The ruling of Maryland US district judge Paula Xinis—who was nominated by President Barack Obama in 2015—is the latest legal setback for the administration’s hard-line deportation policies.
The United States has already acknowledged Kilmar Abrego Garcia was deported in error as part of three planeloads of migrants flown out last month over alleged ties to violent gangs.
International and US media have described Garcia as a “Maryland man” and a Salvadoran migrant who lived in the United States legally with a work permit, but the Trump administration has insisted that he is an “illegal criminal.”
“This individual is an illegal criminal who broke our nation’s immigration laws. He is a leader in the brutal MS-13 gang, and he is involved in human trafficking,” White House press Sec. Karoline Leavitt said on April 1.
“And now MS-13 is a designated foreign terrorist organization. Foreign terrorists have no legal protections in the United States of America. And this administration is going to continue to deport foreign terrorists and illegal criminals from our nation’s interior,” she continued.
Deadline
Garcia has denied that he is an MS-13 member.
In a separate statement, Leavitt commented on the order of Xinis arguing that the administration had no legal authority to bring Garcia back to the country
Garcia’s lawyers however disputed that saying, “They put him there, they can bring him back,” Andrew Rossman, lawyer at prominent law firm Quinn Emanuel that joined Abrego Garcia’s legal team on Friday, said in a statement.
After questioning government lawyers, Judge Xinis ruled that the government must take steps to bring Garcia back to the United States by April 7.

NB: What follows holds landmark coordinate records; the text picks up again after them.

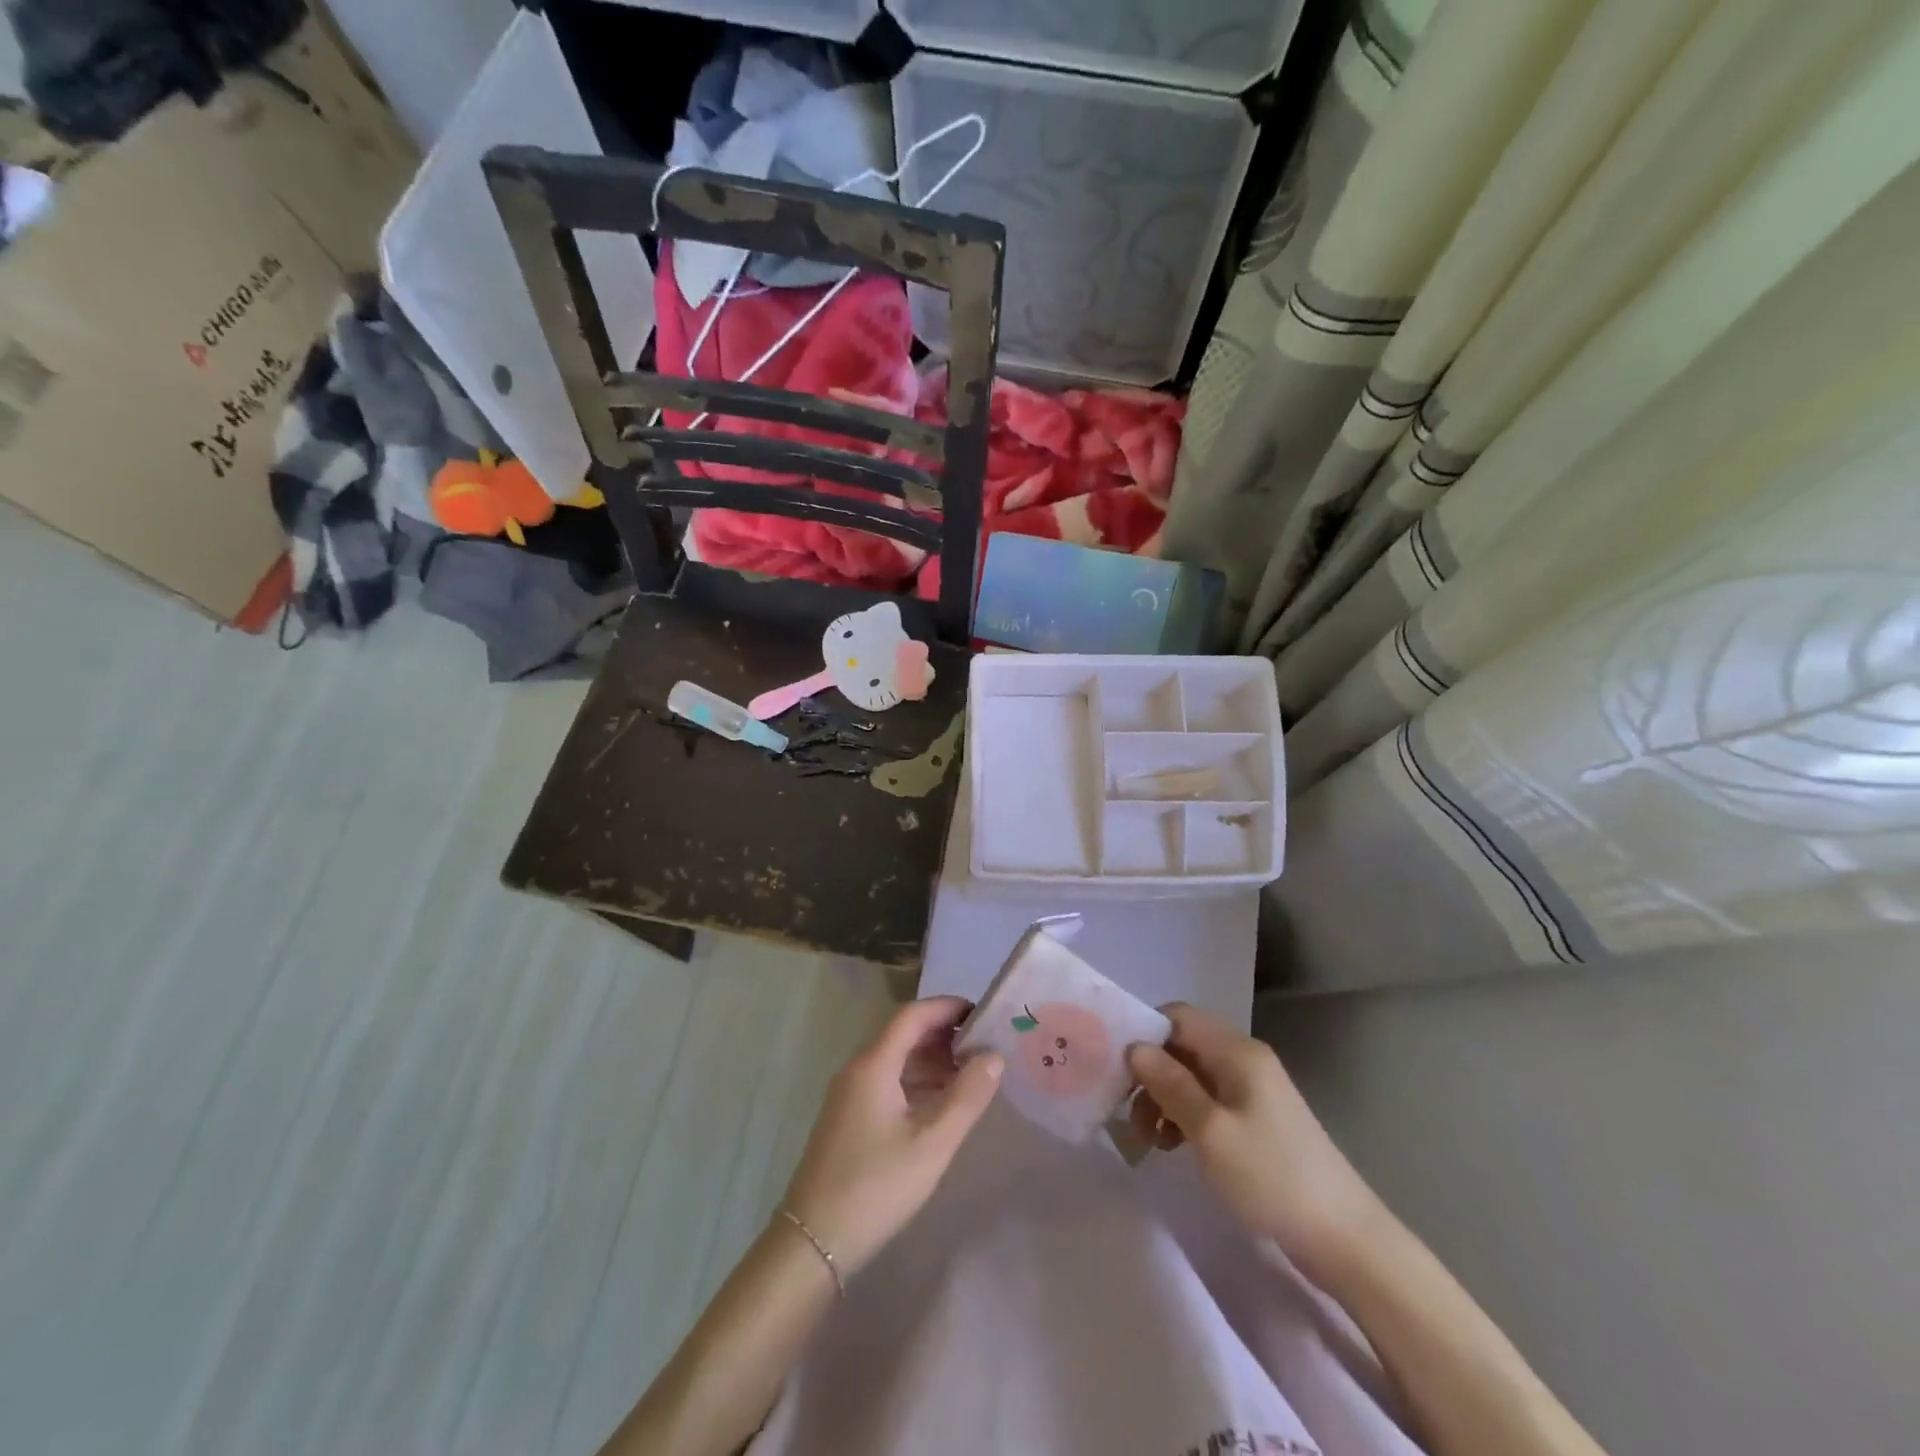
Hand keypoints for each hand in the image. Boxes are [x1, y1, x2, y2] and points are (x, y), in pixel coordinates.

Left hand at [781, 996, 1002, 1277]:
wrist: (813, 1243)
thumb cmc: (876, 1187)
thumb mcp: (931, 1144)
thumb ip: (967, 1097)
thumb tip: (994, 1056)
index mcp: (873, 1064)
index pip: (913, 1015)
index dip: (947, 1008)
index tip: (983, 1014)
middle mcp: (857, 1069)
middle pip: (903, 1034)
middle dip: (944, 1035)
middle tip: (984, 1046)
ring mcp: (849, 1094)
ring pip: (895, 1060)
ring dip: (931, 1060)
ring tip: (971, 1075)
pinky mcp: (848, 1118)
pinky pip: (886, 1082)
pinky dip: (916, 1082)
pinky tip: (940, 1104)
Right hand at [1127, 1003, 1379, 1266]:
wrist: (1344, 1239)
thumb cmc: (1271, 1177)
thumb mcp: (1210, 1130)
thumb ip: (1170, 1084)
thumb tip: (1135, 1048)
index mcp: (1236, 1051)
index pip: (1177, 1015)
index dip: (1144, 1034)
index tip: (1118, 1070)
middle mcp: (1244, 1059)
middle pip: (1182, 1045)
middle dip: (1150, 1073)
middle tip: (1128, 1114)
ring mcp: (1253, 1090)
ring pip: (1192, 1075)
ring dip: (1164, 1098)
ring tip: (1149, 1139)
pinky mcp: (1256, 1119)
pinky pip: (1208, 1100)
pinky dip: (1184, 1115)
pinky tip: (1173, 1145)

The Justice Department will appeal the order to the Richmond-based 4th US Circuit Court of Appeals, according to a court filing after the hearing.
‘Jurisdiction’
In her reaction, Leavitt said Xinis should contact President Nayib Bukele of El Salvador “because we are unaware of the judge having jurisdiction or authority over the country of El Salvador.”
In a court filing on early Saturday, the US Justice Department called the judge’s order “indefensible” and urged the appeals court to immediately pause the ruling.
The United States said Abrego Garcia “has no legal right or basis to be in the United States at all” and that “the public interest obviously disfavors his return, let alone a slapdash one conducted as the result of judicial fiat.”
Earlier, at the hearing on Friday, Abrego Garcia’s lawyer Simon Sandoval-Moshenberg told the judge that there was no legal basis for the deportation.
“They admit they had no legal authorization to remove him to El Salvador,” Moshenberg said. “The public interest lies in the government following the law.”
Erez Reuveni, a lawyer for the government, conceded that Abrego Garcia should not have been removed.
“That is not in dispute,” Reuveni said.
In an unusual exchange, Xinis grilled Reuveni on why the United States couldn’t get Abrego Garcia back—to which Reuveni said he had asked US government officials that question without getting a satisfactory answer himself.
“The absence of evidence speaks for itself,” Reuveni said.